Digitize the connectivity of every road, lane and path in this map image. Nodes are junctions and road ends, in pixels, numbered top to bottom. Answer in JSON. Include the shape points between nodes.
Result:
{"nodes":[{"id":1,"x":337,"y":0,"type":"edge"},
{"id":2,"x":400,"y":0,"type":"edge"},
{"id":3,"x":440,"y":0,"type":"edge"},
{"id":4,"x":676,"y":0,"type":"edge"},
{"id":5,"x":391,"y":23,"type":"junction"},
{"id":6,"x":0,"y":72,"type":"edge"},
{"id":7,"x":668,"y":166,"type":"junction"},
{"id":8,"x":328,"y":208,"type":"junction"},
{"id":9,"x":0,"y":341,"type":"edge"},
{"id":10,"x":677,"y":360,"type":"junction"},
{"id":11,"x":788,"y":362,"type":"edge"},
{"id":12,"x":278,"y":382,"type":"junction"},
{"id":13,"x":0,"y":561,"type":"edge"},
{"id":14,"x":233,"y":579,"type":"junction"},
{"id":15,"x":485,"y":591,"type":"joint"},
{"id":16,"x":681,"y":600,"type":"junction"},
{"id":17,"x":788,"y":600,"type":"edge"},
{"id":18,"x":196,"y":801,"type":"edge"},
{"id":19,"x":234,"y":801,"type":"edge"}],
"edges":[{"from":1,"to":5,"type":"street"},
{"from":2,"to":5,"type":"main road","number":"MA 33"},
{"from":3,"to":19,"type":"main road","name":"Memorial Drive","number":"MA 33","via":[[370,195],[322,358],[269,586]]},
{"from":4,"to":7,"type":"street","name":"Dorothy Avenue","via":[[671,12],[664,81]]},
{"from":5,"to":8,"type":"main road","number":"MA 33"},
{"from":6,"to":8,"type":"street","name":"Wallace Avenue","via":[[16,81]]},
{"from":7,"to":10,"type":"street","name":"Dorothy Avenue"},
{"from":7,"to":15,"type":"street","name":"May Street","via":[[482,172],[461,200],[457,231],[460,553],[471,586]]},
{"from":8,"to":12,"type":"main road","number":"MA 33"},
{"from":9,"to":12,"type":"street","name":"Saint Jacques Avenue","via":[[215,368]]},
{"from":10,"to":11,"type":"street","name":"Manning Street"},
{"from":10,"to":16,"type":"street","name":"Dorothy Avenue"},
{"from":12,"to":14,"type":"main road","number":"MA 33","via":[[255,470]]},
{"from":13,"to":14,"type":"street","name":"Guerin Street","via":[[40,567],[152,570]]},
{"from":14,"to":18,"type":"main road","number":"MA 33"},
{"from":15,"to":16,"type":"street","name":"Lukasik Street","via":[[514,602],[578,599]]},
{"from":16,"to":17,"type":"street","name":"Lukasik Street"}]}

▬▬▬

Instructions to follow
Transcribe each of the records verbatim.

Response to the task
Digitize the connectivity of every road, lane and path in this map image. Nodes are junctions and road ends, in pixels, numbered top to bottom. Answer in JSON. Include the shape points between nodes.
Result:
{"nodes":[{"id":1,"x":337,"y":0,"type":"edge"},
{"id":2,"x":400,"y":0,"type":"edge"},
{"id":3,"x":440,"y":0,"type":"edge"},
{"id":4,"x":676,"y":0,"type":"edge"},
{"id":5,"x":391,"y":23,"type":"junction"},
{"id":6,"x":0,"y":72,"type":"edge"},
{"id":7,"x":668,"y":166,"type":"junction"},
{"id":8,"x":328,"y":208,"type":"junction"},
{"id":9,"x":0,"y":341,"type":"edge"},
{"id":10,"x":677,"y":360,"type":"junction"},
{"id":11,"x":788,"y":362,"type":"edge"},
{"id":12,"x":278,"y":382,"type":"junction"},
{"id":13,"x":0,"y":561,"type":"edge"},
{"id":14,"x":233,"y":579,"type":"junction"},
{"id":15,"x":485,"y":591,"type":"joint"},
{"id":16,"x":681,"y":600,"type":"junction"},
{"id":17,"x":788,"y":600,"type":"edge"},
{"id":18,"x":196,"y":801,"type":"edge"},
{"id":19,"x":234,"y":801,"type":"edge"}],
"edges":[{"from":1,"to":5,"type":"street"},
{"from":2,"to":5,"type":"main road","number":"MA 33"},
{"from":3,"to":19,"type":"main road","name":"Memorial Drive","number":"MA 33","via":[[370,195],[322,358],[269,586]]},
{"from":4,"to":7,"type":"street","name":"Dorothy Avenue","via":[[671,12],[664,81]]},
{"from":5,"to":8,"type":"main road","number":"MA 33"},
{"from":6,"to":8,"type":"street","name":"Wallace Avenue","via":[[16,81]]},
{"from":7,"to":10,"type":"street","name":"Dorothy Avenue"},
{"from":7,"to":15,"type":"street","name":"May Street","via":[[482,172],[461,200],[457,231],[460,553],[471,586]]},
{"from":8,"to":12,"type":"main road","number":"MA 33"},
{"from":9,"to":12,"type":"street","name":"Saint Jacques Avenue","via":[[215,368]]},
{"from":10,"to":11,"type":"street","name":"Manning Street"},
{"from":10,"to":16,"type":"street","name":"Dorothy Avenue"},
{"from":12,"to":14,"type":"main road","number":"MA 33","via":[[255,470]]},
{"from":13,"to":14,"type":"street","name":"Guerin Street","via":[[40,567],[152,570]]},
{"from":14,"to":18,"type":"main road","number":"MA 33"},
{"from":15,"to":16,"type":"street","name":"Lukasik Street","via":[[514,602],[578,599]]},
{"from":16,"to":17,"type":"street","name":"Lukasik Street"}]}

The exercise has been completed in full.